January 5, 2012
Introducing the Basics
The most important goals of a program are to introduce young students to the basic elements of music: melody, rhythm, sound quality, harmonics, and pitch. Physical technique should be taught as part of making good music, not just muscle training. The same could be said about integrating the practice and theory of music into a program.
Learning to Listen
It is crucial that the child learns how to hear her/himself play, identify when something isn’t right, and know what to do to make it better. Therefore, students should learn how to practice, so the time in between lessons is productive and rewarding, even exciting. It will definitely help the young learner to choose pieces that are engaging.
Your support and encouragement for your child is critical to his/her progress in the study of music. For example, the instrument is kept in good repair, the family knows the practice assignments and expectations, the music is in good order, and the lessons are attended on time. Children should hear live music (age appropriate), and whenever possible, sing together. If you can, play together. Be a good audience.
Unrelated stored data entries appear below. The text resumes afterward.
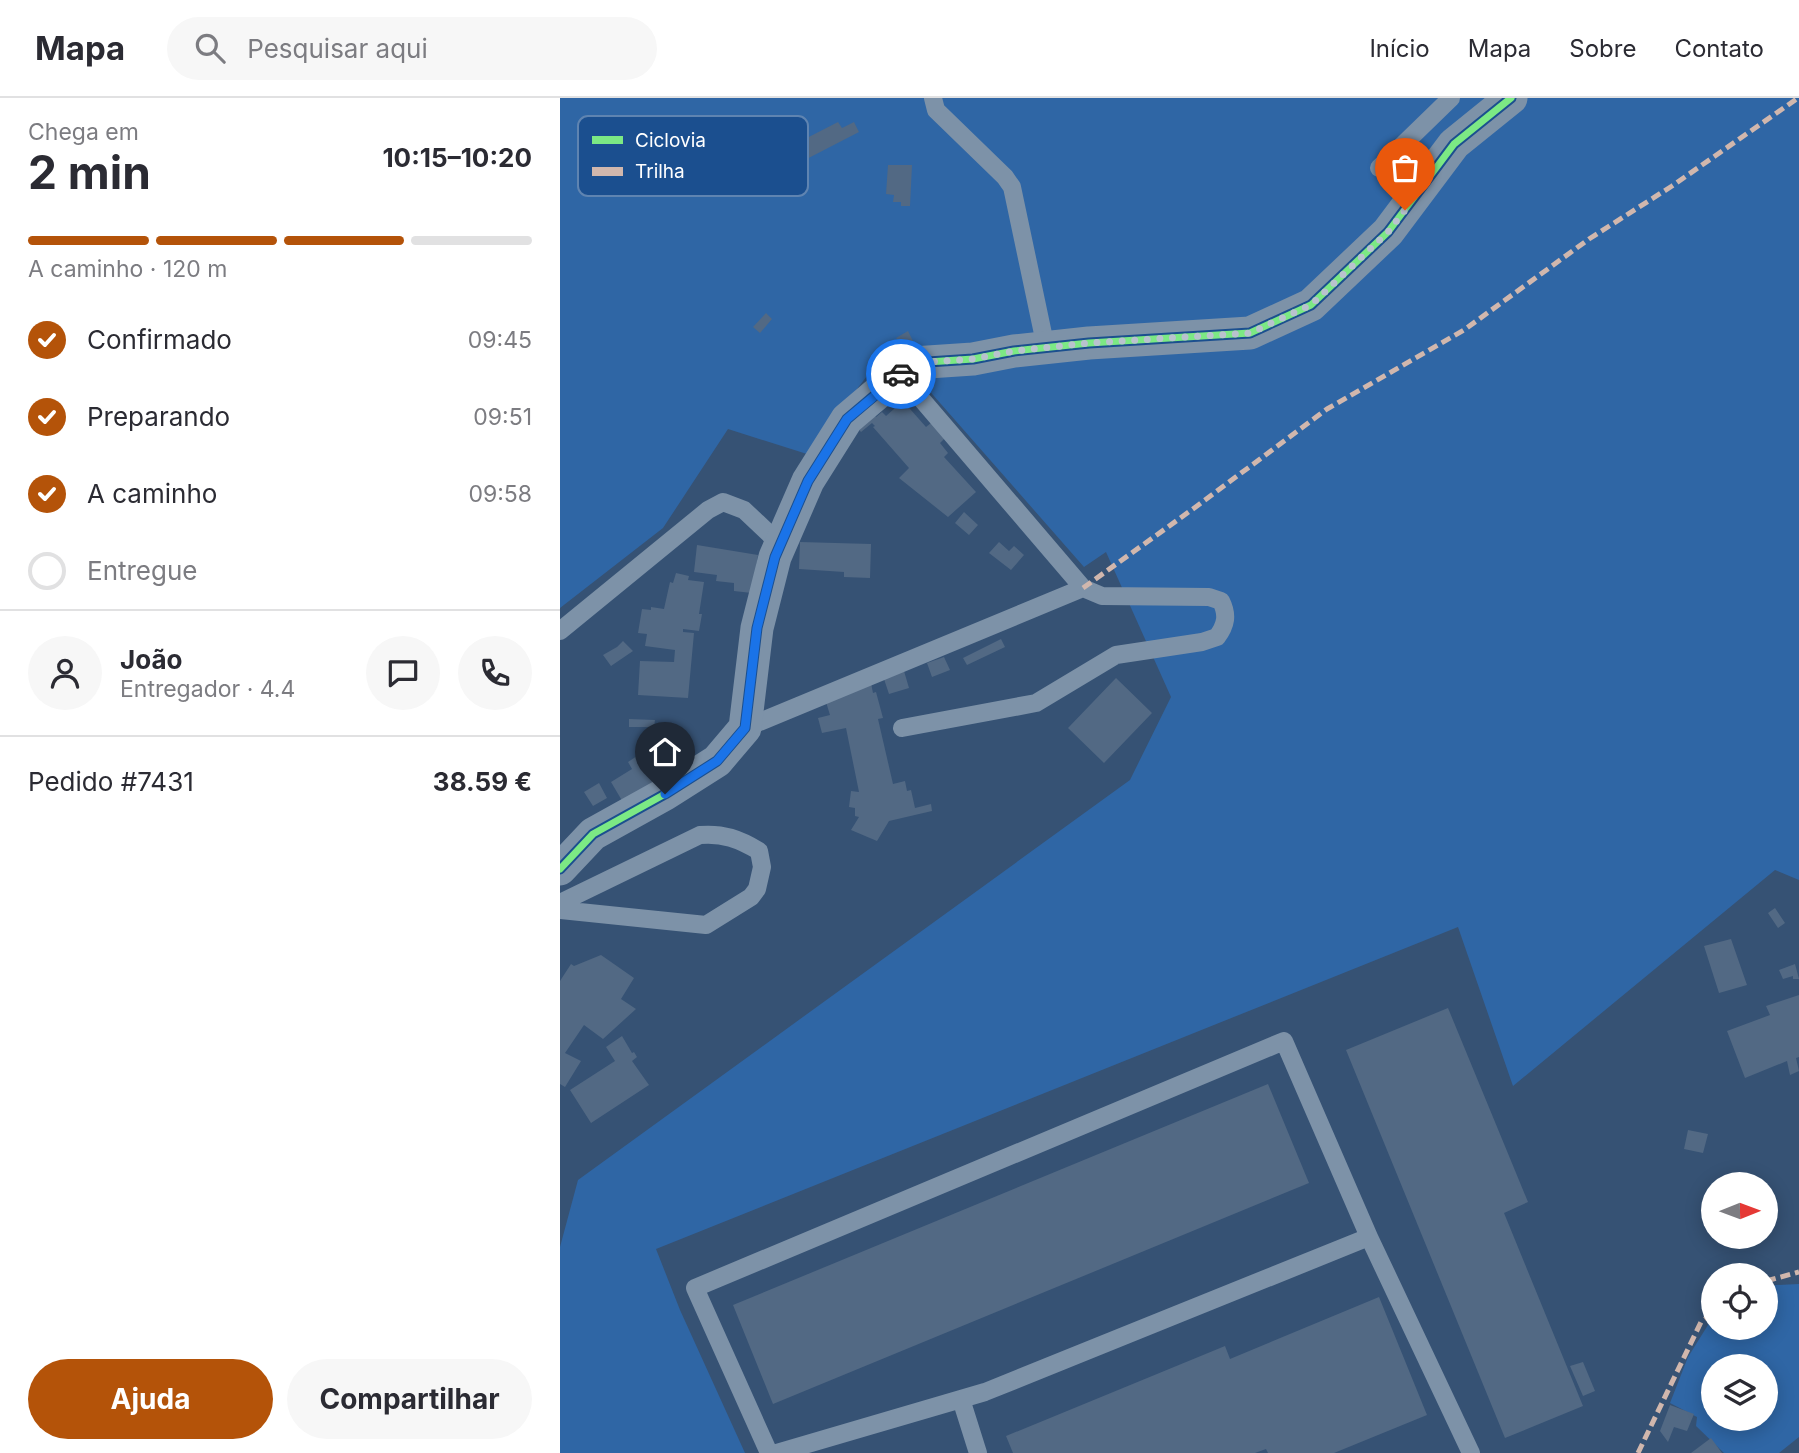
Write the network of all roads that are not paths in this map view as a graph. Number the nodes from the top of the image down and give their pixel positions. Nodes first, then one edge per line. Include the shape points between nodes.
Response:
1 (933, 98) edge
2 (1451, 98) edge
3 (1511, 98) edge
4 (1379, 168) dead end
5 (1046, 348) junction
6 (900, 374) junction
7 (780, 544) junction
8 (1083, 588) junction
9 (560, 631) edge
10 (745, 728) junction
11 (902, 728) dead end
12 (560, 869) edge
13 (560, 903) edge
14 (560, 911) edge
15 (1369, 1237) junction
16 (961, 1399) junction
17 (769, 1453) edge
18 (777, 1453) edge
19 (978, 1453) edge
20 (1471, 1453) edge

1 - 5 lane via 936,110 1012,187
2 - 4 lane
3 - 5 street via 1454,144 1388,232 1311,305 1250,333
5 - 6 street via 913,363
6 - 7 street via 847,419 808,481
6 - 8 lane
7 - 9 lane via 744,510 723,502
7 - 10 street via 757,628
8 - 10 lane
8 - 11 lane via 1102,596 1209,597 1221,601 1226,620 1217,637 1116,655 1036,703
10 - 12 street via 717,761 593,834
13 - 14 lane via 700,835 718,833 759,851 762,866 757,889 706,925
15 - 16 lane
15 - 17 lane via 1283,1041 695,1288
15 - 20 lane
16 - 18 lane
16 - 19 lane

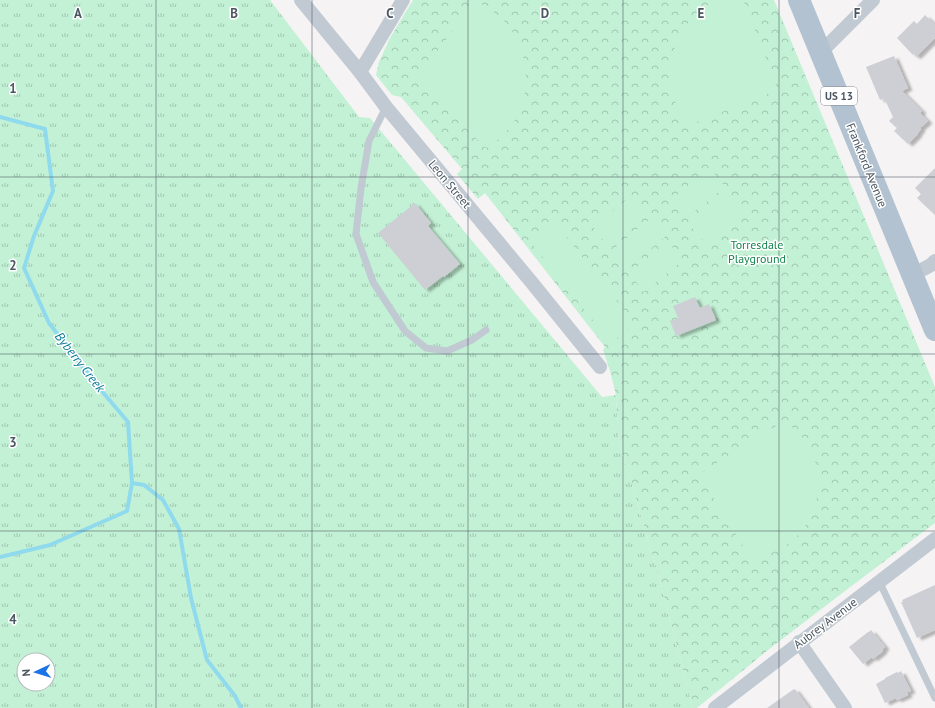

And talk from time to time with your child’s teacher about musical goals, practicing, and any other related subjects helpful to making music study a positive experience.
Play Well with Others
In the best of musical worlds, students experience playing with others sooner rather than later. Sometimes this can be with the teacher. But playing with peers is a special experience, including accompanying other instruments, which requires a unique kind of listening skill.
Finally, a good music education program is one where the joy of music is part of the experience. Hopefully, music learning never becomes just another chore or obligation, but is part of a richer life.